[Items listed in a dataset]
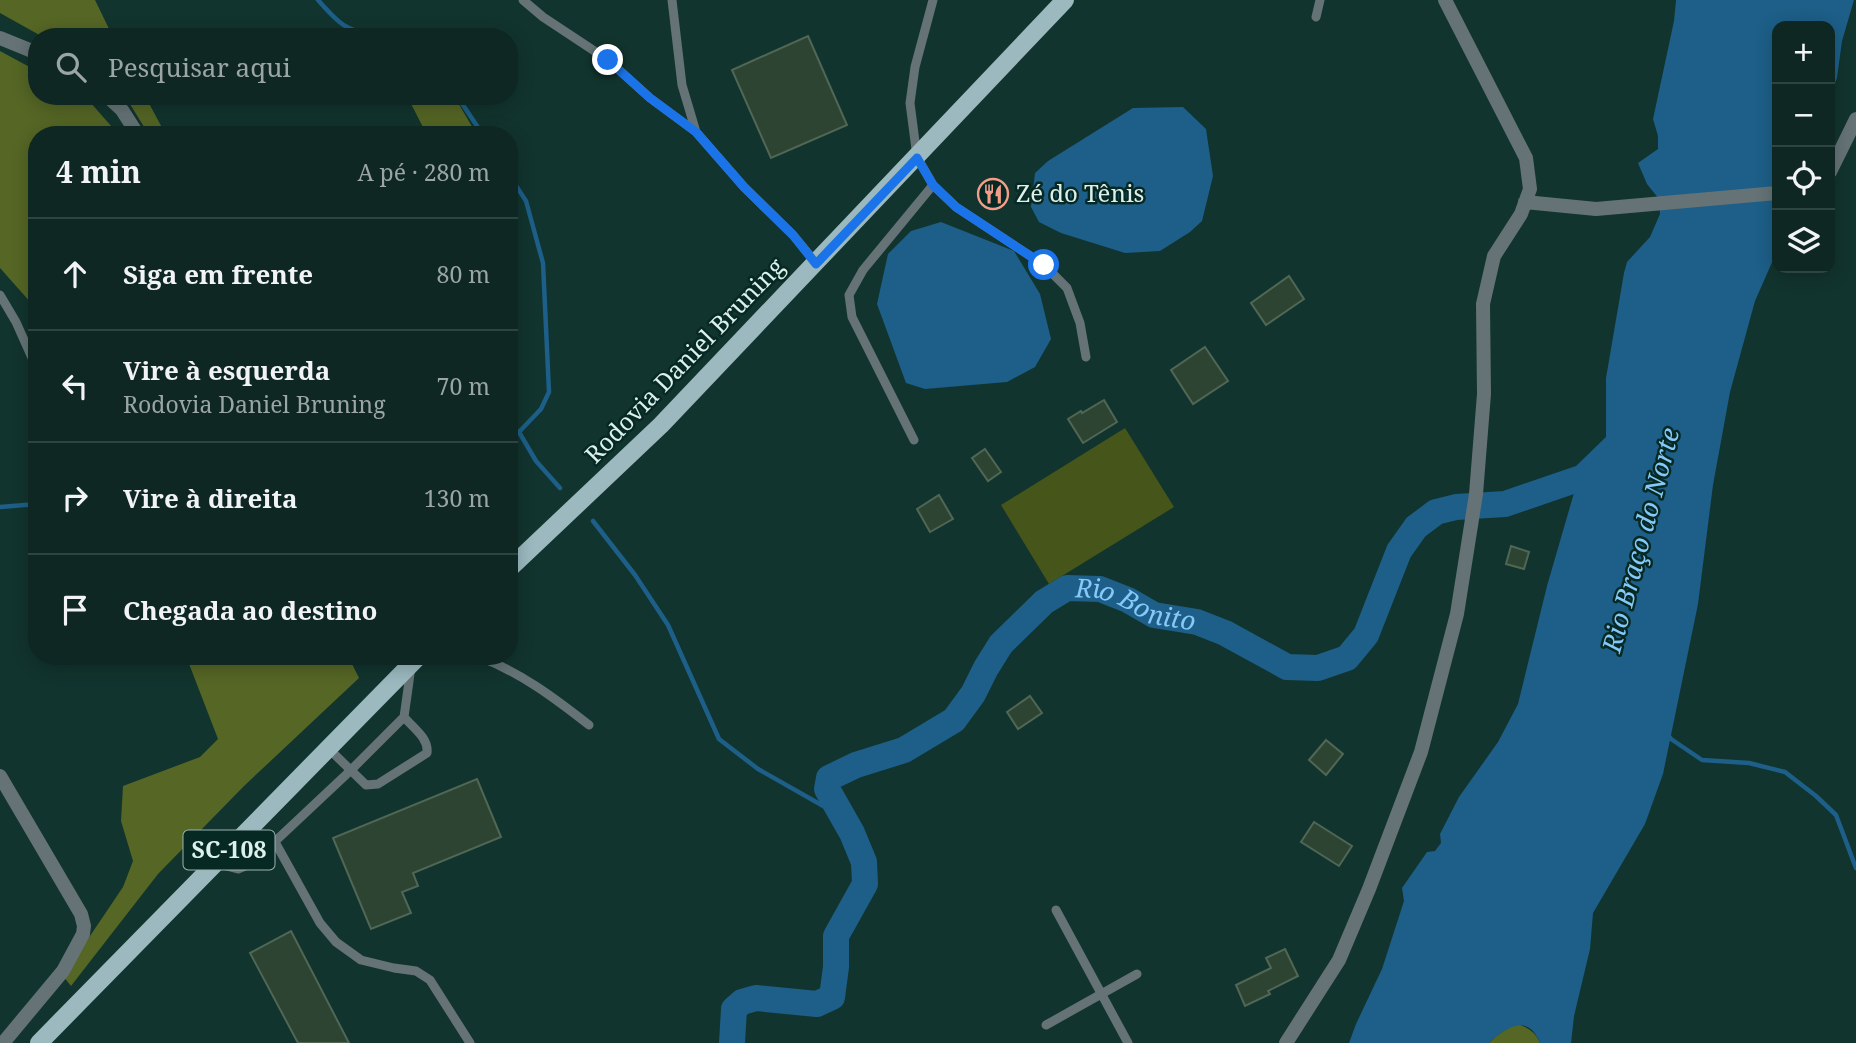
<!DOCTYPE html>
<html lang="pt">
<meta charset="utf-8">
<style>
body{margin:0;font-family:"Noto Serif",serif;background:#172f2a;color:#f1f3f6}
.controls{position:absolute;right:21px;top:21px;display:grid;overflow:hidden;border-radius:14px;box-shadow:0 4px 18px #0003}
.controls button{width:63px;height:63px;display:grid;place-items:center;padding:0;border:0;border-bottom:2px solid #2e4440;background:#0e2722;color:#f1f3f6;font:35px sans-serif}
.stop{position:absolute;width:21px;height:21px;margin:-16px;border:5px solid #1a73e8;border-radius:50%;background:#fff}
.stop.end{background:#1a73e8;border-color:#fff;box-shadow:0 2px 7px #0008}
.list{margin:0;padding:0;list-style:none}
h2{display:flex;justify-content:space-between;align-items:center;height:91px;margin:0;padding:0 28px;font-size:30px}
h2 small{font-size:23px;font-weight:400;color:#9ba5a5}
.list li{display:grid;grid-template-columns:46px 1fr auto;gap:21px;align-items:center;box-sizing:border-box;height:112px;padding:0 28px;border-top:2px solid #2e4440}
.list b{display:block;font-size:26px;white-space:nowrap}
.list p{margin:0;font-size:23px;white-space:nowrap;color:#9ba5a5}
.list em{font-size:23px;font-style:normal;color:#9ba5a5}
.icon{flex:none;width:38px;height:38px;fill:none;stroke:currentColor;stroke-width:2;stroke-linecap:round;stroke-linejoin:round}
.map{position:relative;flex:none;width:1856px;height:1043px;overflow:hidden}
.search{position:absolute;background:#0e2722;box-shadow:0 4px 18px #0003;left:28px;top:28px;width:490px;height:77px;display:flex;align-items:center;gap:18px;box-sizing:border-box;padding:0 24px;border-radius:28px;color:#9ba5a5;font-size:26px}
.panel{position:absolute;background:#0e2722;box-shadow:0 4px 18px #0003;left:28px;top:126px;width:490px;height:539px;border-radius:28px}
.map>svg:first-child{display:block}
</style>
<div class="map">
<svg width="1856" height="1043" viewBox="0 0 1856 1043">
<rect width="100%" height="100%" fill="#12342e"/>
<path fill="#46551a" d="M1125 428 1174 507 1049 584 1001 505Z"/>
<path fill="#556625" d="M0 0H95L113 37H43L0 13Z
M0 51 37 71V96H81L90 102 119 135H37V305L32 304 0 268Z
M125 96H145L166 135H149Z
M407 96H454L477 135H427Z
M186 656H348L359 678 244 786 158 874 71 986 63 976 123 887 133 861 121 821 123 786 200 757 218 739Z
M1518 1024C1529 1028 1536 1033 1540 1043H1489C1498 1034 1506 1028 1518 1024Z"/>
<path fill="#1d5f88" d="M1676 0H1854L1842 41 1837 78 1830 95V26H1777V251L1755 301 1730 392 1713 485 1698 604 1663 774 1645 824 1593 913 1590 949 1574 1016 1571 1043H1540C1528 1013 1506 1027 1489 1043H1349L1356 1024 1382 969 1404 901 1402 888 1427 852 1435 851 1441 843 1440 834 1459 797 1498 742 1518 704 1547 586 1578 479 1576 466 1606 437V378L1624 273 1627 262 1650 237 1660 214 1659 199 1647 184 1638 163 1658 149V136L1653 119 1674 21Z
M1183 107 1206 129 1213 176 1202 221 1190 232 1160 251 1125 253 1061 233 1039 222 1031 207 1035 173 1048 161 1133 108Z
M941 222 1014 251 1040 294 1051 339 1035 367 1007 382 925 389 906 383 877 304 888 254 911 231Z"/>
<g fill="none" stroke-linecap="round" stroke-linejoin="round">
<path stroke="#1d5f88" stroke-width="4.5" d="M318 0C340 25 344 29 377 37
M457 96 483 135
M509 175 526 201 543 263 549 392 541 409 519 432
M509 431 519 432
M519 432 536 461 560 488
M0 507 37 504
M593 521 635 575 668 625 719 739 758 769 825 807 837 806
M1667 734 1671 739 1702 760 1749 763 1785 772 1816 796 1836 815 1856 868"/>
<path stroke="#1d5f88" stroke-width="26" id="s1" d="M732 1043 734 1009 742 1002 756 998 817 1004 832 997 836 967V936L865 884 864 862 852 833 827 789 829 778 856 765 904 750 954 720 973 694 986 668 1001 644 1044 602 1067 588 1100 589 1128 600 1154 615 1197 622 1225 633 1287 667 1318 668 1347 658 1366 635 1399 551 1416 527 1436 512 1456 507 1505 504 1578 479H1612"/>
</g>
<path fill="#2e4433" stroke="#506755" stroke-width="2" d="M808 36 847 125 771 158 732 70Z
M1289 276 1304 299 1266 325 1251 303Z
M1205 347 1228 381 1193 404 1171 370Z
M1104 400 1117 422 1083 443 1068 419 1081 411 1082 413Z
M985 449 1001 472 988 481 972 458Z
M939 495 953 519 930 532 917 509Z
M1511 546 1529 552 1524 569 1506 564Z
M1030 696 1042 713 1018 729 1007 712Z
M1326 740 1343 754 1326 775 1309 760Z
M477 779 501 837 413 873 418 886 402 892 411 913 371 929 333 838Z
M1314 822 1352 846 1339 866 1301 842Z
M291 931 349 1043H298L250 953Z
M1285 949 1298 976 1268 991 1270 994 1245 1006 1236 985 1271 968 1266 958Z"/>
<g fill="none" stroke-linecap="round" stroke-linejoin="round">
<path stroke="#657376" stroke-width="9" d="M523 0 543 17 608 60 650 98 696 132 744 187 793 235 816 263
M672 0 682 85 696 132
M1316 17 1320 0
M933 185 956 207 1044 265 1067 288 1080 323 1086 357
M0 295 16 322 37 369
M914 440 852 317 849 295 863 270 933 185 917 157 910 103 915 67 933 0
M478 656C521 673 552 696 589 725
M328 748 366 785 378 784 427 753C429 738 413 728 404 717
M275 842 320 923 336 942 361 960 394 968 416 971 430 980 470 1043
M215 863 238 869 252 863 350 771 404 717 411 667
M1056 910 1128 1043
M1046 1025 1137 974"/>
<path stroke="#657376" stroke-width="14" d="M0 38 37 53
M107 96 122 110 138 135
M1830 172 1856 119
M1525 202 1596 209 1777 193
M0 776 81 914 84 926 83 934 63 971 3 1043
M1286 1043 1339 960 1369 889 1421 752 1457 614 1476 494 1484 394 1483 304 1494 256 1521 214 1530 189 1526 158 1445 0"/>
<path stroke="#9bb9bf" stroke-width="18" d="M509 569 661 425 1065 0
M39 1043 419 656"/>
</g>
<g fill="none" stroke-linecap="round" stroke-linejoin="round">
<path stroke="#1a73e8" stroke-width="9" d="M608 60 650 98 696 132 744 187 793 235 816 264 917 158 933 185 956 207 1044 265"/>
</g>
<defs>
<g id="restaurant-ring" transform="scale(1.575)"><circle r="9.5" fill="#072924" stroke="#f49e8a" stroke-width="1.5"/><path d="M-5-6h1v4h1v-4h1v4h1v-4h1v5L-1.5 .5V6h-2V.5L-5-1ZM5-6V6H3V1.5H1.5Q1.5-4 5-6Z" fill="#f49e8a"/></g>
</defs>
<g fill-rule="evenodd">
<use href="#restaurant-ring" x="993" y="194"/>
</g>
<g text-anchor="middle" stroke-width="5" stroke-linejoin="round" paint-order="stroke">
<rect fill="#072924" stroke="#9db4b0" stroke-width="2" x="183.5" y="830.5" width="91" height="39" rx="5"/>
<g font-size="23" font-weight="bold" fill="#ddf0ec">
<text x="229" y="858">SC-108</text>
</g>
<g font-size="24" fill="#ddf0ec" stroke="#072924" text-anchor="start">
<text x="1016" y="202">Zé do Tênis</text>
</g>
<g font-size="24" fill="#ddf0ec" stroke="#072924">
<text transform="translate(685 361) rotate(-46)" y="8">Rodovia Daniel Bruning</text>
</g>
<g font-size="26" font-style="italic" fill="#85c9fa" stroke="#072924">
<text transform="translate(1641 540) rotate(-75)" y="9">Rio Braço do Norte</text>
<text dy="9" stroke="none"><textPath href="#s1" startOffset="760">Rio Bonito</textPath></text>
</g>
</g>
</svg>
<div class="controls">
<button>+</button>
<button>−</button>
<button><svg class="icon" aria-label="locate" viewBox="0 0 24 24"><circle cx="12" cy="12" r="6"/><path d="M12 2v4M12 18v4M2 12h4M18 12h4"/></svg></button>
<button><svg class="icon" aria-label="layers" viewBox="0 0 24 24"><path d="M12 4l9 5-9 5-9-5zM3 14l9 5 9-5"/></svg></button>
</div>
<div class="stop" style="left:1044px;top:265px"></div>
<div class="stop end" style="left:608px;top:60px"></div>
<div class="search"><svg class="icon" aria-label="search" viewBox="0 0 24 24"><circle cx="10" cy="10" r="6"/><path d="M15 15l6 6"/></svg>Pesquisar aqui</div>
<section class="panel">
<h2>4 min<small>A pé · 280 m</small></h2>
<ul class="list">
<li><svg class="icon" aria-label="ahead" viewBox="0 0 24 24"><path d="M12 20V5M6 11l6-6 6 6"/></svg><div><b>Siga em frente</b></div><em>80 m</em></li>
<li><svg class="icon" aria-label="left" viewBox="0 0 24 24"><path d="M17 20v-9H6M10 6l-5 5 5 5"/></svg><div><b>Vire à esquerda</b><p>Rodovia Daniel Bruning</p></div><em>70 m</em></li>
<li><svg class="icon" aria-label="right" viewBox="0 0 24 24"><path d="M7 20v-9h11M14 6l5 5-5 5"/></svg><div><b>Vire à direita</b></div><em>130 m</em></li>
<li><svg class="icon" aria-label="arrive" viewBox="0 0 24 24"><path d="M6 21V4h12l-3 4 3 4H6"/></svg><div><b>Chegada ao destino</b></div></li>
</ul>
</section>
</div>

| Exercise directions |
Looking at the data above, write out exactly the lines that start at the one containing "Braço do Norte</text>" and end at the one containing "2v4M12 18v4M2 12h4M18"; include both and nothing beyond.

| Response below |
<text transform="translate(1641 540) rotate(-75)" y="9">Rio Braço do Norte</text>
<text dy="9" stroke="none"><textPath href="#s1" startOffset="760">Rio Bonito</textPath></text>
</g>
</g>
</svg>
<div class="controls">
<button>+</button>
<button>−</button>
<button><svg class="icon" aria-label="locate" viewBox="0 0 24 24"><circle cx="12" cy="12" r="6"/><path d="M12 2v4M12 18v4M2 12h4M18 12h4"/></svg></button>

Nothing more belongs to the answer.